___ RAW DATA ___

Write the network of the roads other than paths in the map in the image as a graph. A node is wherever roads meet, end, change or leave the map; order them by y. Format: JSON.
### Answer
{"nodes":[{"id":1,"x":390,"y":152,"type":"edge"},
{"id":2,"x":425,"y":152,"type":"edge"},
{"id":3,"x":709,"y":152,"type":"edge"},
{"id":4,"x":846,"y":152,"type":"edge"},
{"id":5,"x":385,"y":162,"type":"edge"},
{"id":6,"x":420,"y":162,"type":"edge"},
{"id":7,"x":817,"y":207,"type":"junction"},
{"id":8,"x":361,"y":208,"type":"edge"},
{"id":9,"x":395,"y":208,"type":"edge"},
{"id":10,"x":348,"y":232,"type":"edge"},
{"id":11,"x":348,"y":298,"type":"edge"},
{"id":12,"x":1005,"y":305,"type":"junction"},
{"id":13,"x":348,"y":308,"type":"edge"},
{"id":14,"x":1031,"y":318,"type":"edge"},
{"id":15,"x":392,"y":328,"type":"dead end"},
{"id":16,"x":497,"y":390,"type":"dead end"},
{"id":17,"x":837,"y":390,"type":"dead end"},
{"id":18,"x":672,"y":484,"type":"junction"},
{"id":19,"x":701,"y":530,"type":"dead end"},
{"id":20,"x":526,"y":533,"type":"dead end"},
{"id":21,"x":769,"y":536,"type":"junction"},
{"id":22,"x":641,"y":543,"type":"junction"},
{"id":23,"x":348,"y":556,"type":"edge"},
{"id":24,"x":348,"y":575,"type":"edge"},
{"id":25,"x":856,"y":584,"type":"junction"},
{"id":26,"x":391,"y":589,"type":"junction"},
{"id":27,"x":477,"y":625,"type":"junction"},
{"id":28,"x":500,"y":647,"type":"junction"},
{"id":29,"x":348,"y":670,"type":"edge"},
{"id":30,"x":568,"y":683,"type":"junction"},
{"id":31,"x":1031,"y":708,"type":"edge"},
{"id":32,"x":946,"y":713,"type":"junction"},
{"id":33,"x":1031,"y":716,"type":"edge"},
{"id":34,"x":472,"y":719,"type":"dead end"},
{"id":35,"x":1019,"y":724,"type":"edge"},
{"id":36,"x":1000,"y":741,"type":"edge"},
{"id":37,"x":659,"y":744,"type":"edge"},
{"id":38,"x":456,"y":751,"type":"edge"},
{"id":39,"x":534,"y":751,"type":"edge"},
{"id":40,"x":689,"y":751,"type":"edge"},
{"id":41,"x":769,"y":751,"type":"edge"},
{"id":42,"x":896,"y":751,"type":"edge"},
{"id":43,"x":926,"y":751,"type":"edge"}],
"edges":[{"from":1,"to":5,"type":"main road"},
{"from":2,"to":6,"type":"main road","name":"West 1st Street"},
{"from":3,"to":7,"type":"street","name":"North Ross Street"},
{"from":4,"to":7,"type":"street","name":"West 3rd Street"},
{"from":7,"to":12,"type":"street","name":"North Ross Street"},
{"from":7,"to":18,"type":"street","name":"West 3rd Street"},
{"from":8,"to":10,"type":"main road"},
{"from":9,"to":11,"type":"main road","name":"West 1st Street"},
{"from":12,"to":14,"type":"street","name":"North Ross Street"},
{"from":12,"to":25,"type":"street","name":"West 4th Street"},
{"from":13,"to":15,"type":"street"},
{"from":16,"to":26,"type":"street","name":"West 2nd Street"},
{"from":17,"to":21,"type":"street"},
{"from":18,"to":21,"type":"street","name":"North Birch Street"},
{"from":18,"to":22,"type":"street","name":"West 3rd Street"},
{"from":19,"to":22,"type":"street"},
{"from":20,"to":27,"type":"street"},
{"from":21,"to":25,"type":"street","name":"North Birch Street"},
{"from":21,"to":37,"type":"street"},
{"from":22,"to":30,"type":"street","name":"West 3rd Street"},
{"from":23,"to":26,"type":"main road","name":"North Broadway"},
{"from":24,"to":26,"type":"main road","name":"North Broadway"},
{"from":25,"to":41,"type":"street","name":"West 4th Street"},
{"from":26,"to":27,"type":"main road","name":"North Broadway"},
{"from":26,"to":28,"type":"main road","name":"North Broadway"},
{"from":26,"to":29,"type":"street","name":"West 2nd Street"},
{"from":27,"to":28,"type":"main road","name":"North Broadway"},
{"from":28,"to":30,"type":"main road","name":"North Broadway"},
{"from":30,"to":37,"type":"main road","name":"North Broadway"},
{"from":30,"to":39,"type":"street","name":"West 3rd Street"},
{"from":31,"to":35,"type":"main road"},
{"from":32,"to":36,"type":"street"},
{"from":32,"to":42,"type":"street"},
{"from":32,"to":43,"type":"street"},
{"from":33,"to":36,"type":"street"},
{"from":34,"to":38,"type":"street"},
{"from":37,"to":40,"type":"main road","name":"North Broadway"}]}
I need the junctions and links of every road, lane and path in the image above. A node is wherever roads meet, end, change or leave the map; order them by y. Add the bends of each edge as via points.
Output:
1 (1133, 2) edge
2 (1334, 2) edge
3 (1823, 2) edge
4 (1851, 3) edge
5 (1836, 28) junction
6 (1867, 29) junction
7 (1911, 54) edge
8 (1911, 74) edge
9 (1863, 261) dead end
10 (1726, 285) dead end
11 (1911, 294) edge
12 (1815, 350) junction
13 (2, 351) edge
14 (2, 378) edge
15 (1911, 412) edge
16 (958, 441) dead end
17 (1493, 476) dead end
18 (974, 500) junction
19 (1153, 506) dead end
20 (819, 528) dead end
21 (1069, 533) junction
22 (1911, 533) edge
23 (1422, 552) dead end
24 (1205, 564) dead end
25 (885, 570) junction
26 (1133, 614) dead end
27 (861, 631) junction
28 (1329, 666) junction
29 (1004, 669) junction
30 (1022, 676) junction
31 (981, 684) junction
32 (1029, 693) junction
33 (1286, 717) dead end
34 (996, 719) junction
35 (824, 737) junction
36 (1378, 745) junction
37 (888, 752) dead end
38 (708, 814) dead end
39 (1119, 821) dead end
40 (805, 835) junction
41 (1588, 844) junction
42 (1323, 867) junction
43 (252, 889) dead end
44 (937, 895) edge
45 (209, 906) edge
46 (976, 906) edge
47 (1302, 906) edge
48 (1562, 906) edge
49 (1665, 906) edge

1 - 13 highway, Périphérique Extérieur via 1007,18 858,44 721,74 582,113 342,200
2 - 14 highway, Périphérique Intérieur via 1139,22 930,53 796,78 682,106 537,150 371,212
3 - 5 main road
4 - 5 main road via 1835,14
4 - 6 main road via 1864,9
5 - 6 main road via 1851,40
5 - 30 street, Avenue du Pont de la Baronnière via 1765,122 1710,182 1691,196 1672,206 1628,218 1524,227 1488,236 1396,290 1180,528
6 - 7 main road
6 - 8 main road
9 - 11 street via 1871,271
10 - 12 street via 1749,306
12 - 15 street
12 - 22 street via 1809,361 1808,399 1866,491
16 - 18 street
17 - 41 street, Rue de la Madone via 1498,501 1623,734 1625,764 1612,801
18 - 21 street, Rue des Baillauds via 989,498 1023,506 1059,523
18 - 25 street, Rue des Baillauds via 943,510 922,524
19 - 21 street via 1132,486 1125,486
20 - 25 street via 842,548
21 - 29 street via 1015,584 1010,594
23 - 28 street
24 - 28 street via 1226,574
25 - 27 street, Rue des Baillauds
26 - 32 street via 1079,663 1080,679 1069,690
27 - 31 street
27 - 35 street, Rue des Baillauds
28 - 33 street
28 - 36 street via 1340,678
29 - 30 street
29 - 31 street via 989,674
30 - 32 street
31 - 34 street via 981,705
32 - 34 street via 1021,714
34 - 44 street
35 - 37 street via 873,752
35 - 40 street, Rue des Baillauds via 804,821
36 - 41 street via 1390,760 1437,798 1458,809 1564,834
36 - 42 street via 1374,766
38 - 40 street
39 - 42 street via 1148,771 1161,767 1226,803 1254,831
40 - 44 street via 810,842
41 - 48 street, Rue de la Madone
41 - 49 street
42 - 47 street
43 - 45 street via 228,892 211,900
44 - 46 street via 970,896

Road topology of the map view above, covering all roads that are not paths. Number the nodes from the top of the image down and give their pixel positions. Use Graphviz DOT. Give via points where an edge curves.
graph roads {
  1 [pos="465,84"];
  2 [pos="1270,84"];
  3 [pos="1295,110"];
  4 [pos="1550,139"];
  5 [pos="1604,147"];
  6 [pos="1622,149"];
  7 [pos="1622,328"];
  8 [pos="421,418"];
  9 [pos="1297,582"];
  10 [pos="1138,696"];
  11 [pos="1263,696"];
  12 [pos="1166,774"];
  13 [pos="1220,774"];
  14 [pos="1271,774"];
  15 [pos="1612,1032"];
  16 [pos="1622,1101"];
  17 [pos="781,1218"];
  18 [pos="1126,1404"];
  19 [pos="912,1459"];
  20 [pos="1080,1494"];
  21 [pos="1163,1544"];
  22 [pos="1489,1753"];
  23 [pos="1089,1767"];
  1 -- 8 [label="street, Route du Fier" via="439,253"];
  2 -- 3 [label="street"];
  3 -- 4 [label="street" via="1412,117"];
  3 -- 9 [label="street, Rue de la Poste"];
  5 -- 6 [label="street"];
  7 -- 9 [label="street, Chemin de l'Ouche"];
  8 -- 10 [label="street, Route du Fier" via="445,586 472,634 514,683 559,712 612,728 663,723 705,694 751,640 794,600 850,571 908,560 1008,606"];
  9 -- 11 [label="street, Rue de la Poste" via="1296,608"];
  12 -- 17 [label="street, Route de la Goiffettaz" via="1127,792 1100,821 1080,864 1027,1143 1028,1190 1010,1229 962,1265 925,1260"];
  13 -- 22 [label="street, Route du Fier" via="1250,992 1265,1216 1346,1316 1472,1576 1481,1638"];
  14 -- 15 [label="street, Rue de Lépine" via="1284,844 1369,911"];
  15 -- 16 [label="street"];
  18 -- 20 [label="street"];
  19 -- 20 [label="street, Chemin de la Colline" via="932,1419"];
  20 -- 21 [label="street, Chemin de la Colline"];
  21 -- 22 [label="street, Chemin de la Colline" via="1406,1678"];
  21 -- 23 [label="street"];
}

___

Across the entries above, how many lines carry the word "them"? Write only the number.

2